I suppose I’m feeling pretty sentimental to be writing this for the world to see. Twenty four years for a small bookstore is no small feat. Julie and Frank and every one who has called this place home throughout the years have all lovingly and unabashedly poured pieces of themselves into these walls.  I suspect that, with the guidance of the kind, knowledge-seeking and solace-providing spirits that reside here, it will exist for many many years to come. Because it’s important to have a place to find refuge in where your hosts know their home inside out, where guided tours through unknown realms are the norm, where you know they care– not because it’s good company policy to appear like they do, but because they just do.

Happy Birthday, Julie. Happy Birthday, Portrait of a Bookstore, the little bookstore that could.

This is what I wrote on our 25th birthday:

25 is the number of years I’ve been alive. When I was born, Portrait of a Bookstore was about to celebrate one month of being in business. So, you see how grandiose statements about time and wisdom may seem laughable coming out of me.

Here’s the question: How do you celebrate a life lived across two and a half decades,  in one day? I’m already worried about what we’ll do for our 50th Anniversary. A bigger party? More people we love will show up and toast us? Of course. That has its place. It’s why I’ll blow out my own candles this year and next. But that act is only symbolism born out of tradition. Whether or not I celebrate my life is decided each and every day between birthdays. More often than not, I don’t. Some days I do, most days I don’t.

And that’s how this bookstore is different from me. That’s why yesterday’s celebration was sweet and cozy and small and felt like a special day but not much different than any other. That’s what makes this bookstore extraordinary. Every day we celebrate somehow. Even when we don’t think we’re celebrating, we are. There are no bad days here… and it’s nothing like Oz.

I was asked recently what the secret to our survival has been and my answer was an unromantic, honest and practical one: “Love.” We just love each other. We love what we do. We love books. We love talking to people about books. This love is so genuine and strong, that people recognize it and through this we connect with our community, one person at a time. It’s so simple.
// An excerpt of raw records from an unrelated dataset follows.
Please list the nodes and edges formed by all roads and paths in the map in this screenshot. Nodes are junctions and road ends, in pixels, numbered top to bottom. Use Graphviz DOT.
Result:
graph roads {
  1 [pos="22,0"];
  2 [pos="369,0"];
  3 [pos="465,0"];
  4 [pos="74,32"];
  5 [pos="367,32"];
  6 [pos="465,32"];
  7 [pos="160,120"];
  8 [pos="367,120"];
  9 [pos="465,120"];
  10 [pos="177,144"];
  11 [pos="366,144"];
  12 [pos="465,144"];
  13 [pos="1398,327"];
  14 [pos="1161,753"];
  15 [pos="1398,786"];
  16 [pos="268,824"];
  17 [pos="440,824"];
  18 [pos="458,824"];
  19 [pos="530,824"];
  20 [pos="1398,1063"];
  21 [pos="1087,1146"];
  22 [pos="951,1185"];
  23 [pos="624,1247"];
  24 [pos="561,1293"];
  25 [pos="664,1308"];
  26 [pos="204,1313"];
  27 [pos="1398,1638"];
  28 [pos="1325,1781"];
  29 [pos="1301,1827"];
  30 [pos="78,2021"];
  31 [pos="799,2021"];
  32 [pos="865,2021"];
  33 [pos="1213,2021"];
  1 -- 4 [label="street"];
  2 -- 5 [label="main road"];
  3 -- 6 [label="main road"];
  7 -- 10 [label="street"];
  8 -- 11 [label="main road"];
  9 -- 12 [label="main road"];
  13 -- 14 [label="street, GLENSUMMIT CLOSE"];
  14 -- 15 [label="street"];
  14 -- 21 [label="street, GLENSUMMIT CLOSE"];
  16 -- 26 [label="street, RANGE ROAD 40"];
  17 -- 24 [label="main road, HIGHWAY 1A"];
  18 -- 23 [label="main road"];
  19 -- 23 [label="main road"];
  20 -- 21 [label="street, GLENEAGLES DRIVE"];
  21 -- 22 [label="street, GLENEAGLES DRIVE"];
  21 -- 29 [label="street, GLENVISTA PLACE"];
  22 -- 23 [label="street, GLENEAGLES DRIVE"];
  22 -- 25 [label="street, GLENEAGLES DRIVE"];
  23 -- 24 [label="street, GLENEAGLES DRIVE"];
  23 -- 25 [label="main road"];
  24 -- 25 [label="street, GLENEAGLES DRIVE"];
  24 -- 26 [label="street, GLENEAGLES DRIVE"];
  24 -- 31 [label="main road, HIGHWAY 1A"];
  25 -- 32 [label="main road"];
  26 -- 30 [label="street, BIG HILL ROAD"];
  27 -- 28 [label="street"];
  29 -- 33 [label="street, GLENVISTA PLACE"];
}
Thank you for the first 25 years…

Today is our 26th birthday. All that can conceivably be said has already been said. In fact, I have been silent most of the day. As, I know, many of our staff have and many of you. We will miss you. We will miss each other. We will miss…desperately miss these walls. These walls, within which we met and fell in love, where we fought and reconciled, wept and laughed, learned and grew. This was always a place, often deemed a haven, where all who thirsted for beauty could be sated. There are so many kinds of beauty and we always had a little of each kind. How lucky we are that it will forever live inside us as just such a place.

“Yes, she thought, laying down her brush in extreme fatigue, I have had my vision.”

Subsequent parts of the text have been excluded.